Podríamos afirmar entonces la ambivalencia del nacionalismo como postura a adoptar ante el fenómeno de globalización. Por un lado, puede arrojar luz sobre las cuestiones fundamentales que inquietan a la persona de hoy; por otra parte, observamos los problemas que se producen al tomarlo como norma básica de organización social..
Como se ha visto, el nacionalismo es una guía dentro del mundo global que debe ser valorada y utilizada con respeto. La opción por él no es, ni mucho menos, la única posible, y queda en el ámbito de la persona libre decidirse o no por ella; el hecho de que alguien haya nacido en San Sebastián o Vigo no le obliga necesariamente, ni debe hacerlo, a compartir los ideales nacionalistas. Además, en ningún caso se deben anteponer los derechos de los pueblos a los de la persona: el que defiende unas ideas nacionalistas debe tener en cuenta que está moralmente obligado con toda la Humanidad, no sólo con aquellos que forman parte de su pueblo.
Es especialmente atractiva la imagen de un equilibrio entre mentalidad nacionalista y cultura universal[3]. Tomando como centro de la sociedad a la persona humana, eje alrededor del cual deben estructurarse las relaciones entre individuos, vemos que ambas posturas aportan elementos insustituibles a la comunicación entre personas y, del mismo modo que identidad y convivencia no son términos opuestos, así la tradición y herencia de cada persona no deben constituirse en obstáculos para sus relaciones con los demás. La globalización aportaría a estas relaciones una mayor amplitud: la cantidad y diversidad de personas con las que es posible poner ideas en común es hoy mayor que nunca. De modo complementario, el nacionalismo aportaría originalidad a esas ideas, salvándolas del naufragio en el océano de la uniformidad; el carácter y el estilo de los distintos pueblos seguirían vivos y, al ser puestos en común, beneficiarían al mismo tiempo a las personas que los han heredado y a aquellos que tienen la oportunidad de descubrirlos por primera vez.

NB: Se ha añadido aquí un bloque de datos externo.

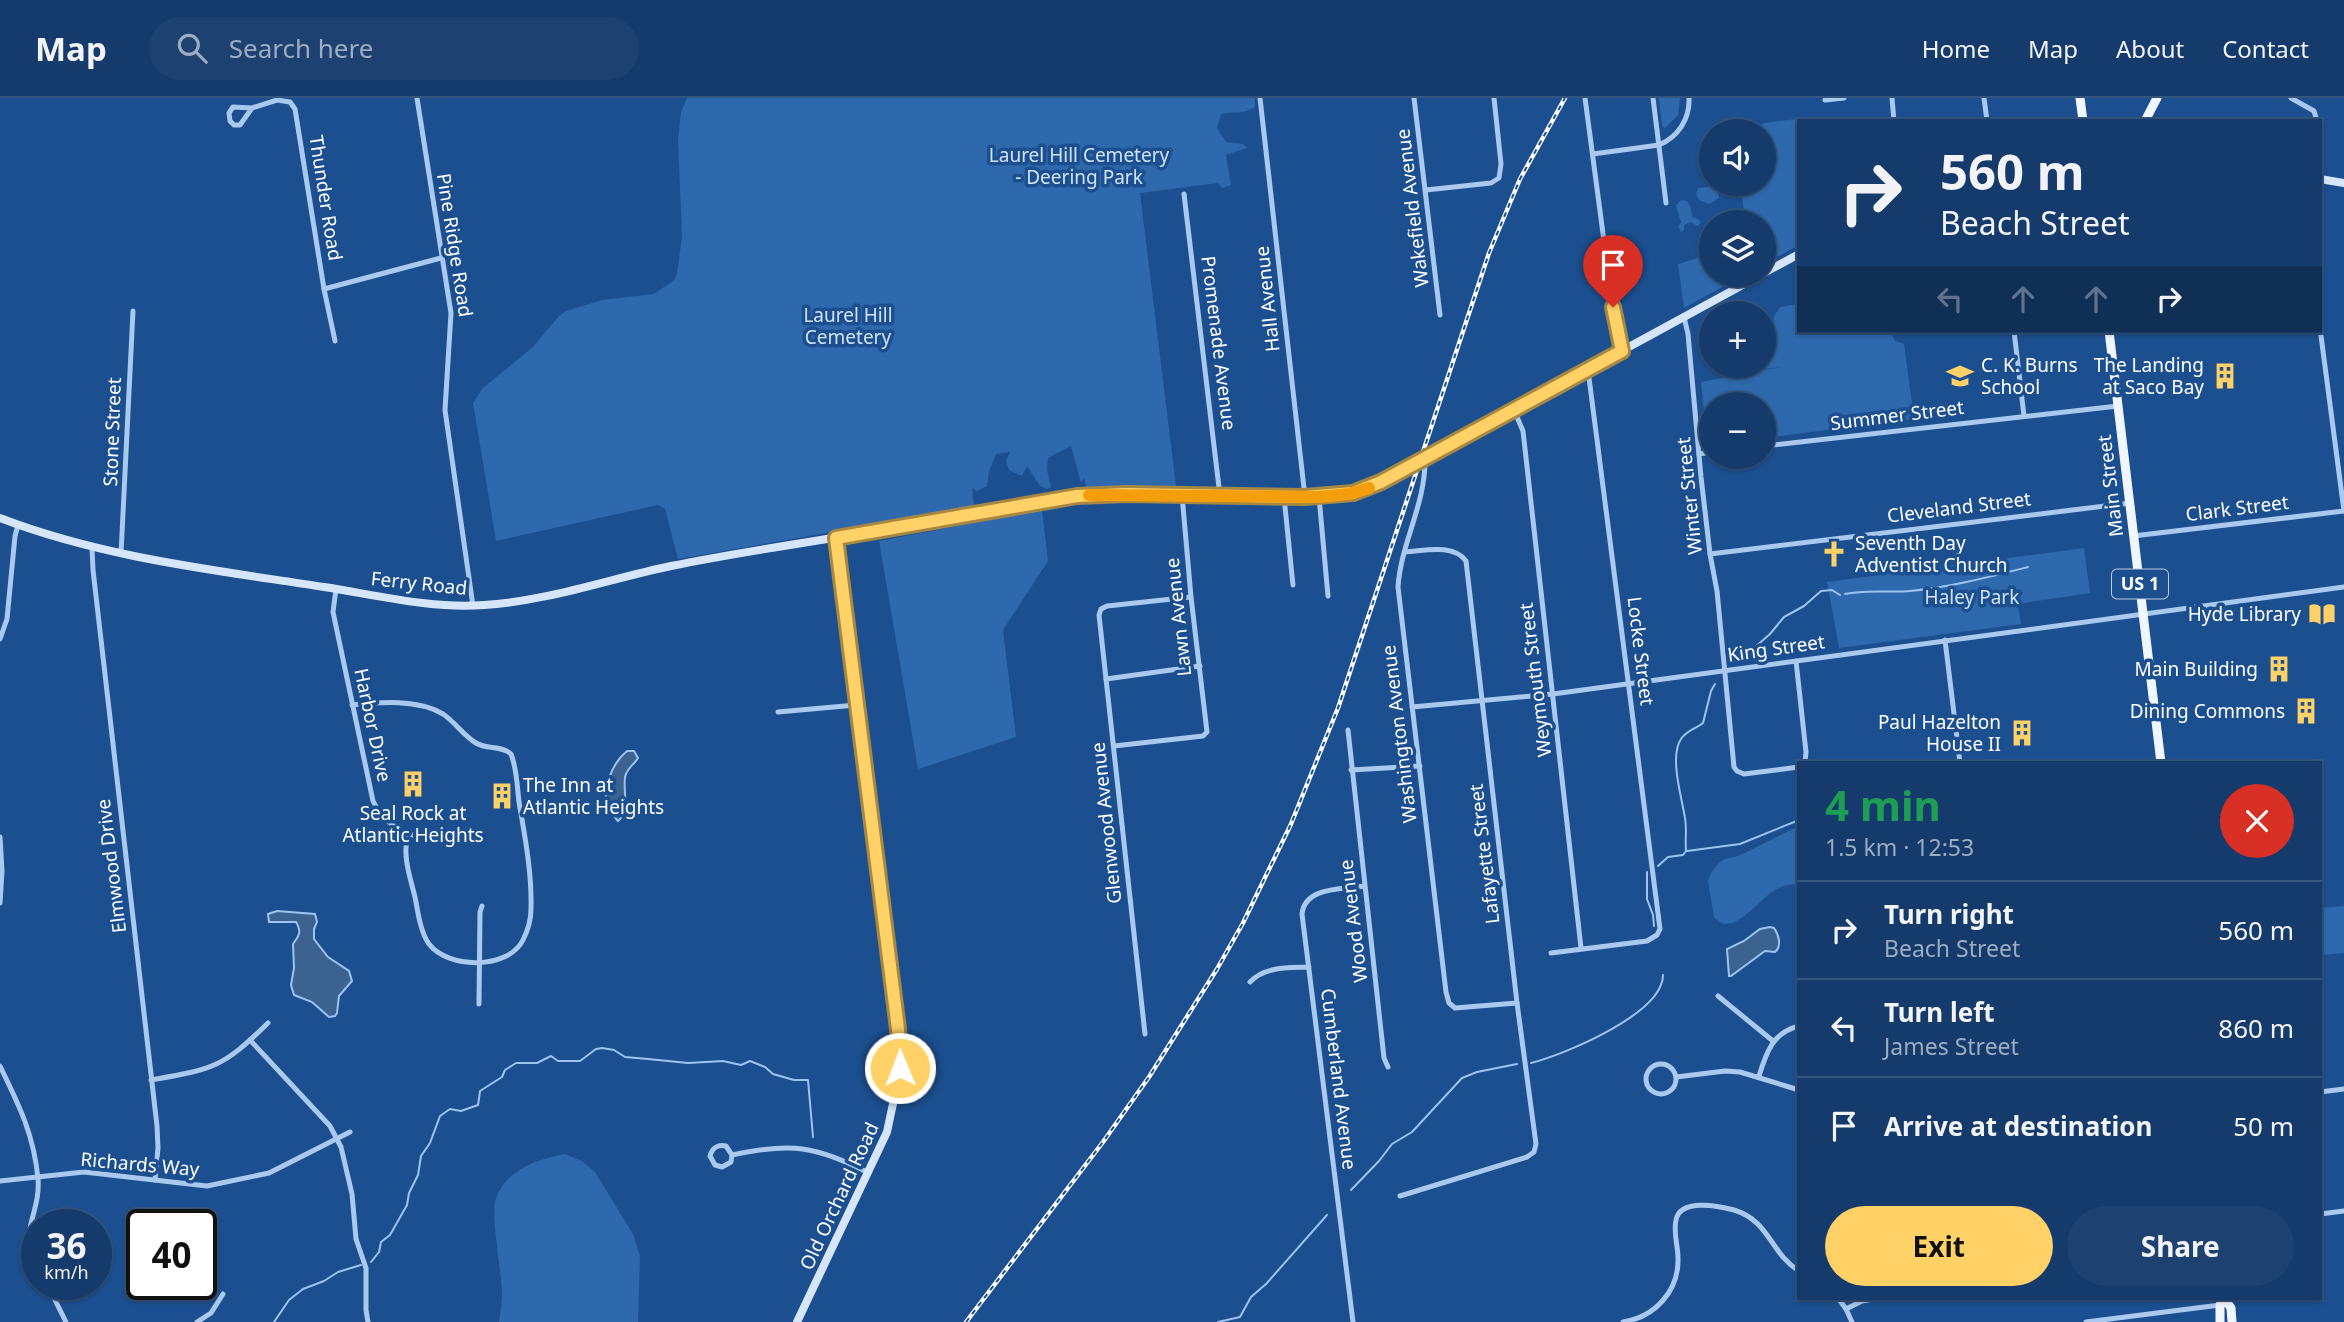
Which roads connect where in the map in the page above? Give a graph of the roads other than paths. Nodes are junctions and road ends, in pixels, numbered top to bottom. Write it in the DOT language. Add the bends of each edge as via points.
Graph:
graph roads {
  1 [pos="417,98"];
  2 [pos="1260,98"];
  3 [pos="1414,98"];
  4 [pos="1494,98"];
  5 [pos="1585,98"];
  6 [pos="1653,98"];
  7 [pos="1689,98"];
  8 [pos="1844,98"];
  9 [pos="1892,98"];
  10 [pos="1984,98"];
  11 [pos="2080,98"];
  12 [pos="2157,98"];
  13 [pos="2291,98"];
  14 [pos="1825,100"];
  15 [pos="252,108"];
  16 [pos="1894,119"];
  17 [pos="1987,119"];
  18 [pos="2083,119"];
  19 [pos="2147,119"];
  20 [pos="2316,119"];
  21 [pos="1659,145"];
  22 [pos="1593,154"];
  23 [pos="2322,178"];
  24 [pos="2344,183"];
  25 [pos="1426,190"];
  26 [pos="1184,194"];
  27 [pos="1666,203"];
  28 [pos="1797,255"];
  29 [pos="441,258"];
  30 [pos="1776,267"];
  31 [pos="1739,287"];
  32 [pos="324,289"];
  33 [pos="133,311"];
  34 [pos="1440,315"];
  35 [pos="1684,317"];
  36 [pos="2014,333"];
  37 [pos="2109,333"];
  38 [pos="2321,333"];
  39 [pos="335,341"];
  40 [pos="1622,351"];
  41 [pos="1588,370"];
  42 [pos="2118,406"];
  43 [pos="1514,410"];
  44 [pos="2024,416"];
  45 [pos="2334,433"];
  46 [pos="2344,433"];
  47 [pos="1776,445"];
  48 [pos="1699,454"];
  49 [pos="1425,458"];
  50 [pos="1701,469"];
  51 [pos="1182,495"];
  52 [pos="1220,496"];
  53 [pos="1284,497"];
  54 [pos="1305,497"];
  55 [pos="1319,497"];
  56 [pos="2130,503"];
  57 [pos="2344,512"];
  58 [pos="0,518"];
  59 [pos="18,525"];
  60 [pos="2133,536"];
  61 [pos="836,538"];
  62 [pos="92,548"];
  63 [pos="1405,552"];
  64 [pos="121,554"];
  65 [pos="1710,554"];
  66 [pos="1293,585"];
  67 [pos="2344,587"];
  68 [pos="336,589"];
  69 [pos="1328,596"];
  70 [pos="1191,597"];
  71 [pos="473,606"];
  72 [pos="2144,615"];
  73 [pos="0,639"];
  74 [pos="1945,640"];
  75 [pos="1796,661"];
  76 [pos="1200,666"];
  77 [pos="1723,671"];
  78 [pos="1106,679"];
  79 [pos="1630,684"];
  80 [pos="1553,694"];
  81 [pos="1482,701"];
  82 [pos="352,705"];
  83 [pos="856,705"];
  84 [pos="1412,707"];
  85 [pos="778,712"];
  86 [pos="1348,730"];
  87 [pos="1114,746"];
  88 [pos="1805,761"];
  89 [pos="1960,761"];
  90 [pos="2161,761"];
  91 [pos="1419,766"];
  92 [pos="1797,767"];
  93 [pos="1351,771"];
  94 [pos="408,834"];
  95 [pos="0,837"];
  96 [pos="426,839"];
  97 [pos="1364,886"];
  98 [pos="0,903"];
  99 [pos="482,906"];
  100 [pos="1581,948"];
  101 [pos="1551,953"];
  102 [pos="480,962"];
  103 [pos="1309,967"];
  104 [pos="1250,982"];
  105 [pos="1718,996"];
  106 [pos="1517,1003"];
  107 [pos="479,1004"];
  108 [pos="268,1023"];
  109 [pos="1797,1027"];
  110 [pos="1144,1034"];
  111 [pos="250,1040"];
  112 [pos="1773,1041"];
  113 [pos="0,1066"];
  114 [pos="1388,1067"];
  115 [pos="1759,1076"];
  116 [pos="1676,1077"];
  117 [pos="151,1080"];
  118 [pos="1797,1089"];
  119 [pos="2344,1089"];
  120 [pos="2322,1091"];
  121 [pos="350,1132"];
  122 [pos="337,1139"];
  123 [pos="732,1155"];
  124 [pos="869,1173"];
  125 [pos="38,1177"];
  126 [pos="155,1180"];
  127 [pos="0,1181"];
  128 [pos="1400,1196"];
  129 [pos="36,1209"];
  130 [pos="2344,1211"];
  131 [pos="2322,1214"];
  132 [pos="1797,1270"];
  133 [pos="223,1294"];
  134 [pos="55,1300"];
  135 [pos="1839,1300"];
  136 [pos="1868,1300"];
  137 [pos="2222,1300"];
  138 [pos="2225,1300"];
  139 [pos="2215,1306"];
  140 [pos="1846,1309"];
  141 [pos="2220,1321"];
  142 [pos="66,1322"];
  143 [pos="197,1322"];
  144 [pos="368,1322"];
  145 [pos="797,1322"];
  146 [pos="1353,1322"];
  147 [pos="1623,1322"];
  148 [pos="1852,1322"];
  149 [pos="2086,1322"];
  150 [pos="2232,1322"];
  1 -- 29 [label="street, Pine Ridge Road"];
  2 -- 54 [label="street, Hall Avenue"];
  3 -- 25 [label="street, Wakefield Avenue"];
  4 -- 25 [label="street" via="1499,178 1491,183"];
  5 -- 22 [label="street"];
  6 -- 21 [label="street"];
  7 -- 21 [label="street" via="1681,127"];
  8 -- 14 [label="street"];
  9 -- 16 [label="street"];
  10 -- 17 [label="street"];
  11 -- 18 [label="main road"];
  12 -- 19 [label="main road"];
  13 -- 20 [label="street" via="2314,111"];
  15 -- 15 [label="street, Thunder Road" via="233,107 230,121 243,123"];
  15 -- 32 [label="street, Thunder Road" via="283,99 295,110"];
  21 -- 22 [label="street"];
  21 -- 27 [label="street"];
  22 -- 40 [label="street"];
  23 -- 24 [label="main road"];
  25 -- 34 [label="street, Wakefield Avenue"];
  26 -- 52 [label="street, Promenade Avenue"];
  28 -- 30 [label="main road, Ferry Road"];
  29 -- 32 [label="street"];
  29 -- 71 [label="street, Pine Ridge Road" via="451,313 445,410"];
  31 -- 35 [label="main road, Ferry Road"];
  32 -- 39 [label="street, Thunder Road"];
  33 -- 64 [label="street, Stone Street"];
  35 -- 40 [label="main road, Ferry Road"];
  35 -- 48 [label="street, Winter Street"];
  36 -- 44 [label="street"];
  37 -- 42 [label="main road, Main Street / US 1"];
  38 -- 45 [label="street"];
  40 -- 41 [label="main road, Ferry Road"];
  41 -- 43 [label="main road, Ferry Road"];
  41 -- 79 [label="street, Locke Street"];
  42 -- 44 [label="street, Summer Street"];
  42 -- 56 [label="main road, Main Street / US 1"];
  43 -- 49 [label="main road, Ferry Road"];
  43 -- 80 [label="street, Weymouth Street" via="1523,430"];
  44 -- 47 [label="street, Summer Street"];
  45 -- 46 [label="street"];
  45 -- 57 [label="street"];
  49 -- 55 [label="main road, Ferry Road" via="1364,490"];
  49 -- 63 [label="street, Washington Avenue" via="1424,490"];
  50 -- 65 [label="street, Winter Street"];
  51 -- 52 [label="main road, Ferry Road"];
  51 -- 61 [label="main road, Ferry Road" via="1062,498"];
  51 -- 70 [label="street, Lawn Avenue"];
  52 -- 53 [label="main road, Ferry Road"];
  53 -- 54 [label="main road, Ferry Road"];
  53 -- 66 [label="street"];
  54 -- 55 [label="main road, Ferry Road"];
  55 -- 69 [label="street"];
  56 -- 60 [label="main road, Main Street / US 1"];
  56 -- 65 [label="street, Cleveland Street"];
  57 -- 60 [label="street, Clark Street"];
  58 -- 59 [label="main road, Ferry Road"];
  59 -- 62 [label="main road, Ferry Road"];
  59 -- 73 [label="street"];
  60 -- 72 [label="main road, Main Street / US 1"];
  61 -- 71 [label="main road, Ferry Road"];
  61 -- 83 [label="main road, Old Orchard Road"];
  62 -- 64 [label="main road, Ferry Road"];
  62 -- 117 [label="street, Elmwood Drive"];
  63 -- 81 [label="street, Lafayette Street" via="1444,550 1460,554 1467,564"];
  63 -- 84 [label="street, Washington Avenue" via="1399,570 1399,596"];
  64 -- 68 [label="main road, Ferry Road"];
  65 -- 77 [label="street, Winter Street"];
  67 -- 72 [label="street, King Street"];
  68 -- 71 [label="main road, Ferry Road"];
  68 -- 82 [label="street, Harbor Drive" via="334,612"];
  70 -- 76 [label="street, Lawn Avenue"];
  70 -- 78 [label="street, Glenwood Avenue" via="1101,609"];
  72 -- 74 [label="street, King Street"];
  72 -- 90 [label="main road, Main Street / US 1"];
  74 -- 75 [label="street, King Street"];
  74 -- 89 [label="street"];
  75 -- 77 [label="street, King Street"];
  75 -- 88 [label="street"];
  76 -- 78 [label="street"];
  76 -- 87 [label="street, Lawn Avenue" via="1206,734"];
  77 -- 79 [label="street, King Street"];
  77 -- 92 [label="street, Winter Street" via="1736,770 1748,774"];
  78 -- 87 [label="street, Glenwood Avenue"];
  79 -- 80 [label="street, King Street"];
  79 -- 100 [label="street, Locke Street" via="1661,925 1657,935 1647,941"];
  80 -- 81 [label="street, King Street"];
  80 -- 100 [label="street, Weymouth Street"];
  81 -- 84 [label="street, King Street"];
  81 -- 106 [label="street, Lafayette Street"];
  82 -- 94 [label="street, Harbor Drive" via="373,802 391,824"];
  82 -- 102 [label="street" via="427,708 446,716 477,743 510,753 531,912 521,944 505,957"];
  83 -- 85 [label="street"];
  83 -- 124 [label="main road, Old Orchard Road" via="900,1068 894,1109"];
  84 -- 91 [label="street, Washington Avenue"];
  86 -- 93 [label="street, Wood Avenue"];
  87 -- 110 [label="street, Glenwood Avenue"];
  91 -- 93 [label="street"];
  91 -- 106 [label="street, Washington Avenue" via="1449,1003 1468,1008"];
  93 -- 97 [label="street, Wood Avenue"];
  94 -- 96 [label="street, Harbor Drive"];
  94 -- 102 [label="street" via="405,851 427,941 447,958"];
  95 -- 98 [label="street"];
  97 -- 103 [label="street, Cumberland Avenue" via="1320,893 1306,900 1302,914"];
  97 -- 114 [label="street, Wood Avenue"];
  99 -- 102 [label="street"];
  100 -- 101 [label="street"];
  102 -- 107 [label="street"];
  103 -- 104 [label="street" via="1272,970"];
  103 -- 146 [label="street, Cumberland Avenue"];
  105 -- 112 [label="street"];
  106 -- 128 [label="street, Lafayette Street" via="1534,1152"];
  108 -- 111 [label="street"];
  109 -- 112 [label="street"];
  111 -- 117 [label="street" via="212,1068"];
  111 -- 122 [label="street"];
  112 -- 115 [label="street"];
  113 -- 125 [label="street" via="28,1123"];
  115 -- 116 [label="street" via="1725,1071"];
  115 -- 118 [label="street"];
  116 -- 116 [label="street" via="1674,1086 1664,1093 1653,1091 1646,1082 1649,1070 1660,1064 1669,1066"];
  117 -- 126 [label="street, Elmwood Drive" via="158,1138"];
  119 -- 120 [label="street"];
  121 -- 122 [label="street, Richards Way"];
  122 -- 126 [label="street, Richards Way" via="258,1177 200,1186"];
  122 -- 144 [label="street" via="352,1194 356,1240 366,1268"];
  123 -- 123 [label="street" via="719,1146 710,1156 715,1166 722,1167 731,1162"];
  123 -- 124 [label="street" via="778,1147 811,1149"];
  124 -- 145 [label="main road, Old Orchard Road"];
  125 -- 126 [label="street, Richards Way" via="84,1172"];
  125 -- 127 [label="street, Richards Way"];
  125 -- 129 [label="street"];
  130 -- 131 [label="street"];
  132 -- 147 [label="street" via="1784,1261 1766,1230 1746,1214 1715,1206 1684,1209 1676,1221 1674,1284 1647,1315"];
  133 -- 143 [label="street" via="211,1313"];
  134 -- 142 [label="street"];
  135 -- 140 [label="street"];
  136 -- 140 [label="street"];
  137 -- 139 [label="main road"];
  138 -- 150 [label="main road"];
  139 -- 141 [label="main road"];
  139 -- 149 [label="street"];
  140 -- 148 [label="street"];
}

· Nussbaum, M. y otros, Los límites del patriotismo, Paidós, Barcelona 1999.
· Beck, Ulrich, ¿Qué es la globalización? Paidós, Barcelona 1998.
· Murillo, J. I., «Identidad cultural y unidad política», Actas del V Congreso de Cultura europea, Aranzadi, Pamplona 2000.
· Gellner. E., Naciones y nacionalismo, Alianza Universidad, Madrid 1998.
Choza, J., «La cultura como medio y como obstáculo para la comunicación», en La realización del hombre en la cultura, Rialp, Madrid 1990.[1] Una posible definición es la que aporta Ulrich Beck, profesor de Sociología en Munich: “Globalización es la existencia de una sociedad mundial sin Estado y sin gobierno mundial” distinguiéndola claramente de lo que él llama “globalismo”, es decir, la reducción del fenómeno global a sus aspectos económicos.
[2] Cfr. Murillo, J. I., «Identidad cultural y unidad política», Actas del V Congreso de Cultura europea, Aranzadi, Pamplona 2000.
[3] Cfr. Nussbaum y otros, Los límites del patriotismo, Paidós, Barcelona 1999.